= Stored data =
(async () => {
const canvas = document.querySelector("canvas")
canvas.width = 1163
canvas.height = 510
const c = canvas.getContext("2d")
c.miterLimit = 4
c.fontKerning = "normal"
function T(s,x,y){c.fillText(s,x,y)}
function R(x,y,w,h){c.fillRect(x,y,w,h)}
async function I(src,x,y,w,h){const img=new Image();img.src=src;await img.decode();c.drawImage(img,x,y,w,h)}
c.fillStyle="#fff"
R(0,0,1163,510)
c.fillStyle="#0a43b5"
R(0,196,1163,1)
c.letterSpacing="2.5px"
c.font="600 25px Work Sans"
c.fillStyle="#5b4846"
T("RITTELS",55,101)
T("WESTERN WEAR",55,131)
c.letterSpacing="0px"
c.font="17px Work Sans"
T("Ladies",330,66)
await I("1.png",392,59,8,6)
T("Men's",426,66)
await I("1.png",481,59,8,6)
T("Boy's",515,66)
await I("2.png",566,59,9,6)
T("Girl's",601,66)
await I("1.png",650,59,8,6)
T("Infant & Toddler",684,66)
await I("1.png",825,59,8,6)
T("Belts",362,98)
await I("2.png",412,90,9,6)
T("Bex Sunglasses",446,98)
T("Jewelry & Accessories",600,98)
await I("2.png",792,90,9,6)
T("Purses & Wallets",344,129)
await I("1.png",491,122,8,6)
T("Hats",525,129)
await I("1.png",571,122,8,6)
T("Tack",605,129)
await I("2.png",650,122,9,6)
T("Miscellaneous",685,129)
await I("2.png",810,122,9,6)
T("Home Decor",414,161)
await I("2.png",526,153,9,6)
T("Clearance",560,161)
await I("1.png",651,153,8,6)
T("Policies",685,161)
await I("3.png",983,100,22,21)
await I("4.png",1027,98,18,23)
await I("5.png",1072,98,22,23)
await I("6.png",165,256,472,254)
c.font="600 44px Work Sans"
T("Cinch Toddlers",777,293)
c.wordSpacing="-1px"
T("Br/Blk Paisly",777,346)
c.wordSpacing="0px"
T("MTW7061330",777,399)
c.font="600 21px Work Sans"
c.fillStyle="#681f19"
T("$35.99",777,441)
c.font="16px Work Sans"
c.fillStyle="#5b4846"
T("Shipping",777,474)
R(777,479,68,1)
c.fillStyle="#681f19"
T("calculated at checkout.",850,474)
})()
...
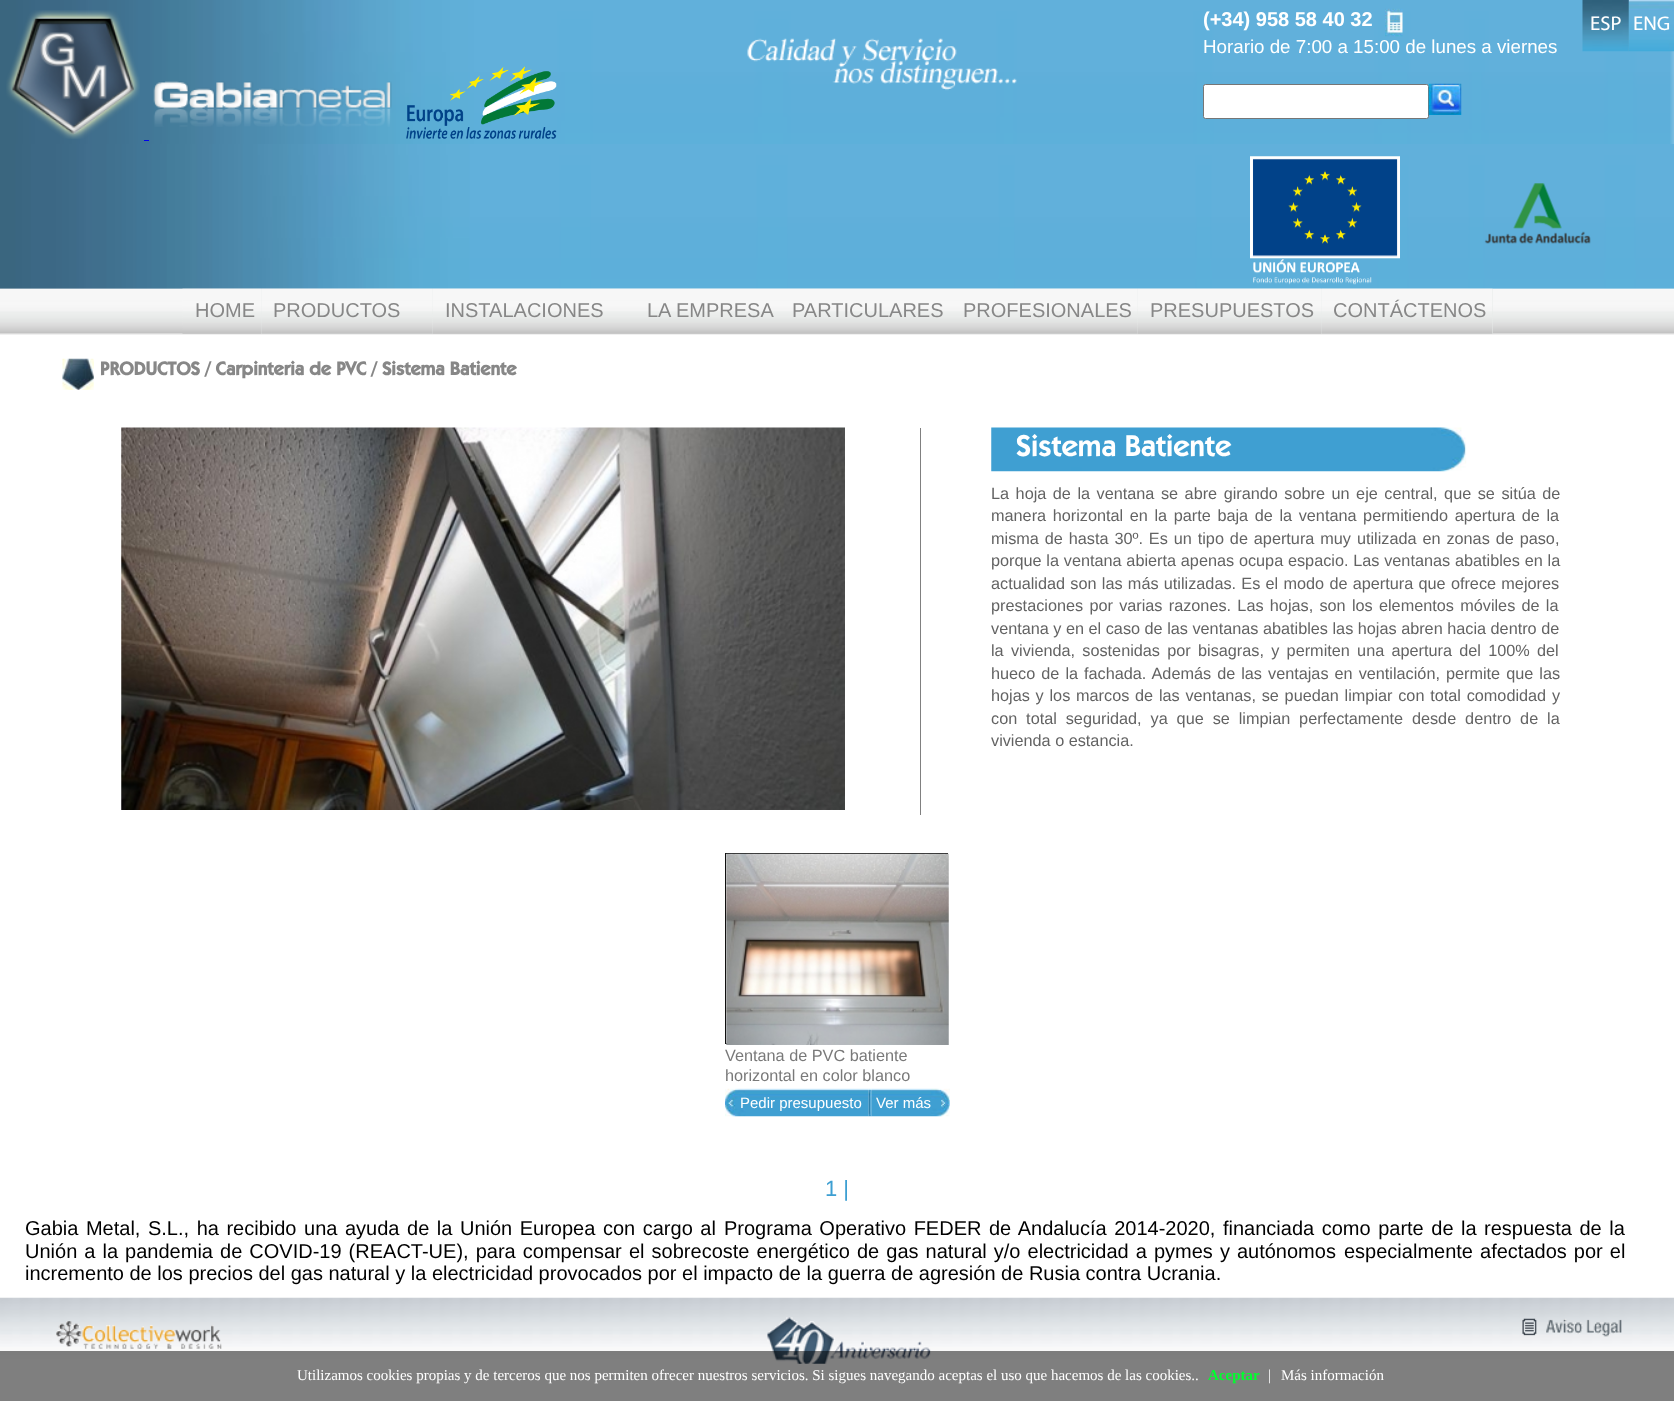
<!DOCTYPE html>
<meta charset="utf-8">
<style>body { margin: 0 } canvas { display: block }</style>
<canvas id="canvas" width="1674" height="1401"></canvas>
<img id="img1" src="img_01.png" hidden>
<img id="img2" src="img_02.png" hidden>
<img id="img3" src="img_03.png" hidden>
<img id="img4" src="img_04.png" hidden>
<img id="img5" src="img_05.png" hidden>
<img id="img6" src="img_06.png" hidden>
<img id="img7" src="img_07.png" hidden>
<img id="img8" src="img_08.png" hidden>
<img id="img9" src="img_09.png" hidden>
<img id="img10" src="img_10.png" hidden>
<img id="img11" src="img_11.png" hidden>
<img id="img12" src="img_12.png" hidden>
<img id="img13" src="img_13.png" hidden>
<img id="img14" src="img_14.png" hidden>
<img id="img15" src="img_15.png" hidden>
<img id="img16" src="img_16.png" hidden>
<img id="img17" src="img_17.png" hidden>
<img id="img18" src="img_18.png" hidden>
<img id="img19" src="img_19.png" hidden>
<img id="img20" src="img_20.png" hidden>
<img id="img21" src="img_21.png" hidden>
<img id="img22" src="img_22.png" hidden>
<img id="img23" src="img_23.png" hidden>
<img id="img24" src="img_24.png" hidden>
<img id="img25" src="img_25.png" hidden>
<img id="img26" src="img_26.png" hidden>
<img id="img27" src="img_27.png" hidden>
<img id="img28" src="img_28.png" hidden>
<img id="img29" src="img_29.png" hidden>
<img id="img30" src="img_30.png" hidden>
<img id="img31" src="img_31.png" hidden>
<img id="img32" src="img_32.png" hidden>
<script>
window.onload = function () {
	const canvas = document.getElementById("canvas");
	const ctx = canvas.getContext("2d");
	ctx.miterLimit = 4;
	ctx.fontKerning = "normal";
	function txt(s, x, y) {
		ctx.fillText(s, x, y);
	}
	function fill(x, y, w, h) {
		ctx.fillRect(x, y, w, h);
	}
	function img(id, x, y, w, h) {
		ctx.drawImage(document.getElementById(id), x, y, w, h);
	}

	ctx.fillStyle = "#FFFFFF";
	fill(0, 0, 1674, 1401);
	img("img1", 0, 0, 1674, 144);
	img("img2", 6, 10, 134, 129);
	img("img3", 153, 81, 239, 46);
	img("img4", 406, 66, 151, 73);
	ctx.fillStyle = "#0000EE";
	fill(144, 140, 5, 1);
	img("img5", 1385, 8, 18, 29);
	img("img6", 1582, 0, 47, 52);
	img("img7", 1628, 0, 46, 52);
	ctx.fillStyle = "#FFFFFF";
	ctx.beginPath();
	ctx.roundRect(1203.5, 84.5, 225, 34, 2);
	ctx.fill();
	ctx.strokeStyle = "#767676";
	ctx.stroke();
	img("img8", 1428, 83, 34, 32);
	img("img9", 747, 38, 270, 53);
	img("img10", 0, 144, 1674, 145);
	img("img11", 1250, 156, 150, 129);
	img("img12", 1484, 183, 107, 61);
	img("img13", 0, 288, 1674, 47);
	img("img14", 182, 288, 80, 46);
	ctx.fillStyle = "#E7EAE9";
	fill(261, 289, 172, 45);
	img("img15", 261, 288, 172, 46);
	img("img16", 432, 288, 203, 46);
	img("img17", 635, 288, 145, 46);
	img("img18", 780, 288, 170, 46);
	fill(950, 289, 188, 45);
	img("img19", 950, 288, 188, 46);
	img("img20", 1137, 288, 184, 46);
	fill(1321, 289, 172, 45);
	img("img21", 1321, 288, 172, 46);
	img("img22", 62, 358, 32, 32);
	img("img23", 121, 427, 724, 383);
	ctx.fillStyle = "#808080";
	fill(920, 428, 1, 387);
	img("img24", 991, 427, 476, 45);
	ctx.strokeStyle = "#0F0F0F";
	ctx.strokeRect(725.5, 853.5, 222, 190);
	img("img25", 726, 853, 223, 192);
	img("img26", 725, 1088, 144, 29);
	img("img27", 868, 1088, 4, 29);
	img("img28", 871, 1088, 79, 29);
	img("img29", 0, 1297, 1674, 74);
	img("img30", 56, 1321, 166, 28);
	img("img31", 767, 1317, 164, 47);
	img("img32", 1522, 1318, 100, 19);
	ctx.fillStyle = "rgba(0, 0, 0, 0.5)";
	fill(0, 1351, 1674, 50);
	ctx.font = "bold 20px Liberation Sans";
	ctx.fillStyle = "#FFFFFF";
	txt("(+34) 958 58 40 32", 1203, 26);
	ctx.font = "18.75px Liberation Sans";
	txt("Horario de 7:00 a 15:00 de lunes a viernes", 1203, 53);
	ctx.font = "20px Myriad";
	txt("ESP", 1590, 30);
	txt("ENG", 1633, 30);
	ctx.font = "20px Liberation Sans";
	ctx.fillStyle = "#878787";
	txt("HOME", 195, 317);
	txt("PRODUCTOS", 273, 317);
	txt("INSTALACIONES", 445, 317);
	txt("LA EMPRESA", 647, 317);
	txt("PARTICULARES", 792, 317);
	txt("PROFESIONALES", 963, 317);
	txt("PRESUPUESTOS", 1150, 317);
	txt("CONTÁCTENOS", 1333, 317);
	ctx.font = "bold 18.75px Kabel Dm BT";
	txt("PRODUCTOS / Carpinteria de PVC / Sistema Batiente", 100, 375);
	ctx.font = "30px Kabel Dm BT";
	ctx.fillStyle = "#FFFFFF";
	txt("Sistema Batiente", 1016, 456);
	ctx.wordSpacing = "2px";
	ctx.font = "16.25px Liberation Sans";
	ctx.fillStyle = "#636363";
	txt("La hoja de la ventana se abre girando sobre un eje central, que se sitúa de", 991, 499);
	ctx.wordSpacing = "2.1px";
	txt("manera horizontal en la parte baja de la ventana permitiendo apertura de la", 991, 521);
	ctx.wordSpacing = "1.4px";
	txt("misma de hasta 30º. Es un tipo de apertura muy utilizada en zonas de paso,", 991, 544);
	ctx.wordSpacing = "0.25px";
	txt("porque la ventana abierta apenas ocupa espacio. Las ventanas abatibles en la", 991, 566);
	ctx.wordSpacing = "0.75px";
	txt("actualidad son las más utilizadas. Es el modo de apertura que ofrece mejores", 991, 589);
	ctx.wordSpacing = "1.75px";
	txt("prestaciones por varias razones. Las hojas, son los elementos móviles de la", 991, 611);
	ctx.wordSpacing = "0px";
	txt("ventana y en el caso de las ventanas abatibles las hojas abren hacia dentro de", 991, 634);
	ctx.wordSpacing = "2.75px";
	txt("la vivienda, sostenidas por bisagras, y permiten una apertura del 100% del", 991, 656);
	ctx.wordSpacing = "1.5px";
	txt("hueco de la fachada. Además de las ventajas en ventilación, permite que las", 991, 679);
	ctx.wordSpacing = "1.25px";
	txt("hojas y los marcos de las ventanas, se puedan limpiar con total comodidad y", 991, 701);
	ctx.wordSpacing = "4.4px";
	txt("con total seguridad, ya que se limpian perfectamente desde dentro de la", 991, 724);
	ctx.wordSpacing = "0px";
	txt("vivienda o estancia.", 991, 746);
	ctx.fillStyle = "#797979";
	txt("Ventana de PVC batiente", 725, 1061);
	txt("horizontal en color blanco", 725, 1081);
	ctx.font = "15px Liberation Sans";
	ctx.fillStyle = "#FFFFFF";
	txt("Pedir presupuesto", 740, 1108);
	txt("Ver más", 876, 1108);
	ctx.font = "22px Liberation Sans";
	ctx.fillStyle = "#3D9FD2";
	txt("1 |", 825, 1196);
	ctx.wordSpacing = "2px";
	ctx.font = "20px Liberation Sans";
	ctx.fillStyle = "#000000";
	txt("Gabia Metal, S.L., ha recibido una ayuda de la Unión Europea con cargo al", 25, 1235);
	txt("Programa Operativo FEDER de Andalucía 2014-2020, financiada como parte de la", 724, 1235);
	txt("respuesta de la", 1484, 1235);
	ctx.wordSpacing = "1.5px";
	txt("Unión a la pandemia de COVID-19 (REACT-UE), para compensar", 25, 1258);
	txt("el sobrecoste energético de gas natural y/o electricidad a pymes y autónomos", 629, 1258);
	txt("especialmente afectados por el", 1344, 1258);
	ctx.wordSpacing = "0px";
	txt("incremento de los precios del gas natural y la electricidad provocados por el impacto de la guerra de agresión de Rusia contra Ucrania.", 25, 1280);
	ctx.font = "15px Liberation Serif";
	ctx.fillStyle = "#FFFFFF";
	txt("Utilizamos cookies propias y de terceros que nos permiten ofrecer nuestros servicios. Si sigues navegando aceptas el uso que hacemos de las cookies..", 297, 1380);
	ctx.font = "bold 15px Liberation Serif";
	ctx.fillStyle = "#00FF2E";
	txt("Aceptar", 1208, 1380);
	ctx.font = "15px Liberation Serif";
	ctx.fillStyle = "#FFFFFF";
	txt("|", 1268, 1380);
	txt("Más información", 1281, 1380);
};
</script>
--
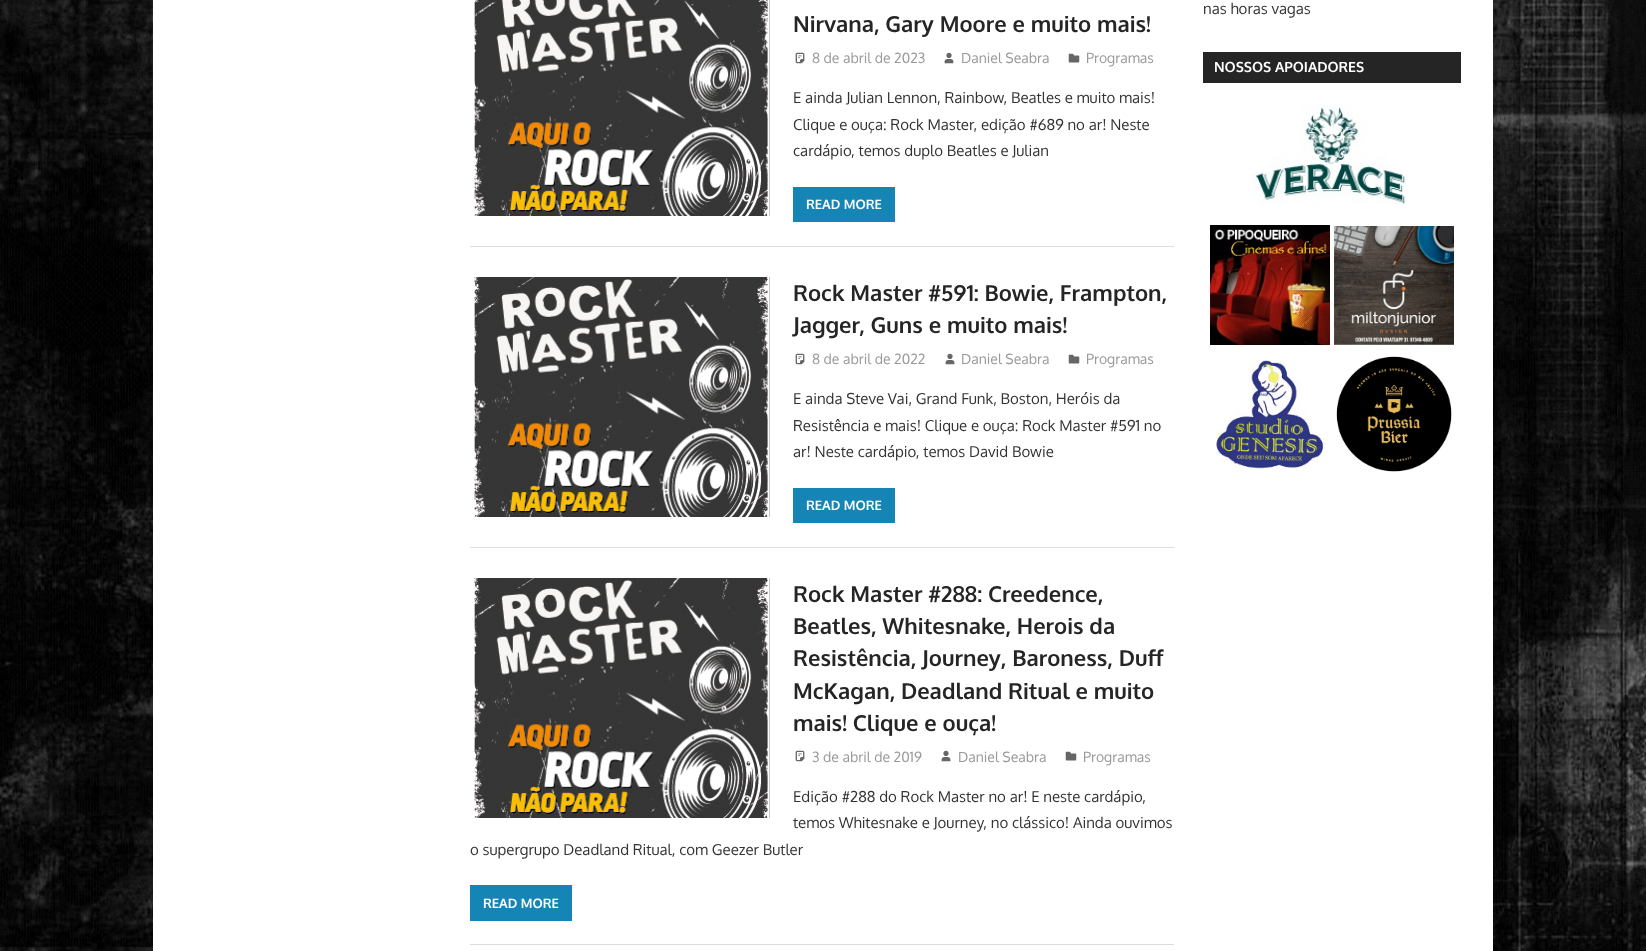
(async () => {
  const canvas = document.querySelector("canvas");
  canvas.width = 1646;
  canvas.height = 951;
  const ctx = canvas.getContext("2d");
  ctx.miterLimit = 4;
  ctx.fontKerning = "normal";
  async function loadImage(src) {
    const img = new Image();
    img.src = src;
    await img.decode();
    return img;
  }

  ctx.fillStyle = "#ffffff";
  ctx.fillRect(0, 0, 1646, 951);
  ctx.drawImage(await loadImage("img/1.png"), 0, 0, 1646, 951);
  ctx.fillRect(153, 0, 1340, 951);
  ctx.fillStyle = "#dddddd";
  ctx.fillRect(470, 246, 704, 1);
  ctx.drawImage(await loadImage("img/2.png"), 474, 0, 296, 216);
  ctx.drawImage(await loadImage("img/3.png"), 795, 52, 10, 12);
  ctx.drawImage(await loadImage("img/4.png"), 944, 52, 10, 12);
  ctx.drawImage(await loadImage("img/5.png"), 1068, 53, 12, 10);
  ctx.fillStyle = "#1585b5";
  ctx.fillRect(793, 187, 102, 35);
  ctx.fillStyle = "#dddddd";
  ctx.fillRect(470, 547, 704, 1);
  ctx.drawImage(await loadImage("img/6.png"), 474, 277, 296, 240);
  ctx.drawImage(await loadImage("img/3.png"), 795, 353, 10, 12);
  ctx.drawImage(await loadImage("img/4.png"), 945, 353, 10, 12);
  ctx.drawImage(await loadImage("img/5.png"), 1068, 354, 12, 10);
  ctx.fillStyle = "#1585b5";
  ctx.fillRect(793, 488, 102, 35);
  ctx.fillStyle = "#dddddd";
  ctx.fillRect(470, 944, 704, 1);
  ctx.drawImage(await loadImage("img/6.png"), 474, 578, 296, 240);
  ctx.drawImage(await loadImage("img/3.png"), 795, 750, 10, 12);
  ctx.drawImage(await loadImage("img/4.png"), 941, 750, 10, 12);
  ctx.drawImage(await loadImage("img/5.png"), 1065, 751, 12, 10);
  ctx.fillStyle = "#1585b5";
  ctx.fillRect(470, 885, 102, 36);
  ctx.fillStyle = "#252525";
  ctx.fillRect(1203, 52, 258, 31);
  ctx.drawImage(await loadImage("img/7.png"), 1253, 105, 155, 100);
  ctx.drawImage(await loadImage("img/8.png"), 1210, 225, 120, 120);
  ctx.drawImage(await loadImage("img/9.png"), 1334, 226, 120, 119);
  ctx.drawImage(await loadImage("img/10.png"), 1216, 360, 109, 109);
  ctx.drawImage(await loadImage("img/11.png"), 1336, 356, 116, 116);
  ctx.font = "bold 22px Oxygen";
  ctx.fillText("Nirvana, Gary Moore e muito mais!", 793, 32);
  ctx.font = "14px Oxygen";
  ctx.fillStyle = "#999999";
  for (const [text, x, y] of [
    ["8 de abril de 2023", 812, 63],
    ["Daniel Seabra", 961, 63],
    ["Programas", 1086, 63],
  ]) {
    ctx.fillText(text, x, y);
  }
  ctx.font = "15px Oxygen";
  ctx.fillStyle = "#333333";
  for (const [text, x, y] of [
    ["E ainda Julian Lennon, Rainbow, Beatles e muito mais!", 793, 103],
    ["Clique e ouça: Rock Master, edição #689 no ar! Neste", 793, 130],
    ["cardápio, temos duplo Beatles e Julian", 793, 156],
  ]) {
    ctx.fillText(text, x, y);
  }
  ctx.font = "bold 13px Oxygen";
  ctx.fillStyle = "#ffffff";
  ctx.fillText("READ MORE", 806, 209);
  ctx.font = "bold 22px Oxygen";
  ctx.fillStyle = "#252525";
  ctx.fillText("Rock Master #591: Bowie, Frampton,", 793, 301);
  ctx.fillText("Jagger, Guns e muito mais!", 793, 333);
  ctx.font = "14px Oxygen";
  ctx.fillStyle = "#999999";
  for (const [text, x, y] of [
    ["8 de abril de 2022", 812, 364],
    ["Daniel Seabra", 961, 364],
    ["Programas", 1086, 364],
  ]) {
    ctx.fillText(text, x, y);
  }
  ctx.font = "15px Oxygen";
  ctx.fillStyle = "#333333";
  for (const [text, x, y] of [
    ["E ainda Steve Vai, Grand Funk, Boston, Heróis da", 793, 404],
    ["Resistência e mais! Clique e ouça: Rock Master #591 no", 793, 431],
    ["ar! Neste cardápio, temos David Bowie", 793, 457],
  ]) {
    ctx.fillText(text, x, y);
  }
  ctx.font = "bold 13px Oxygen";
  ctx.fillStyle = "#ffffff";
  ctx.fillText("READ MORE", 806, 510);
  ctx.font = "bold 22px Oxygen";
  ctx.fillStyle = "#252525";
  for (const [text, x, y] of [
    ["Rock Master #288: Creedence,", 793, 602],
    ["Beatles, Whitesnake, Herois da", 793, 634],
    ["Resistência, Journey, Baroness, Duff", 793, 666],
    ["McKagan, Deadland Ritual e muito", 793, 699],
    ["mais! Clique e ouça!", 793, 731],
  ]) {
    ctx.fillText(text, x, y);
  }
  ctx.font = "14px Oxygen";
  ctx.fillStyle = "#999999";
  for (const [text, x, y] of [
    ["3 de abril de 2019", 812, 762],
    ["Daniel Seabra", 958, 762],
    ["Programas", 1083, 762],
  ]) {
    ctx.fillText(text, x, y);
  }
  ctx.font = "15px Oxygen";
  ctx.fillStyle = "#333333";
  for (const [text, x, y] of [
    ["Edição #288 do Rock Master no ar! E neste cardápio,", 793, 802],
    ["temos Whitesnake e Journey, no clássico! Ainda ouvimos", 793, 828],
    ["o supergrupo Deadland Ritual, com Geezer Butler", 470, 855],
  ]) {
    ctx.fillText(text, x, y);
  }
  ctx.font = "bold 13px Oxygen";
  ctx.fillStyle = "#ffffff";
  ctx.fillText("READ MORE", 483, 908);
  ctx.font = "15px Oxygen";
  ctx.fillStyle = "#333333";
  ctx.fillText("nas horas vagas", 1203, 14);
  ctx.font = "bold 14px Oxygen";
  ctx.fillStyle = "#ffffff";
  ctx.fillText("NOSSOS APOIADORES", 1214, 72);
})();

= Task objective =
Count every line in the data that contains the word "canvas", then give that count and nothing else.

= Answer to this exercise =
12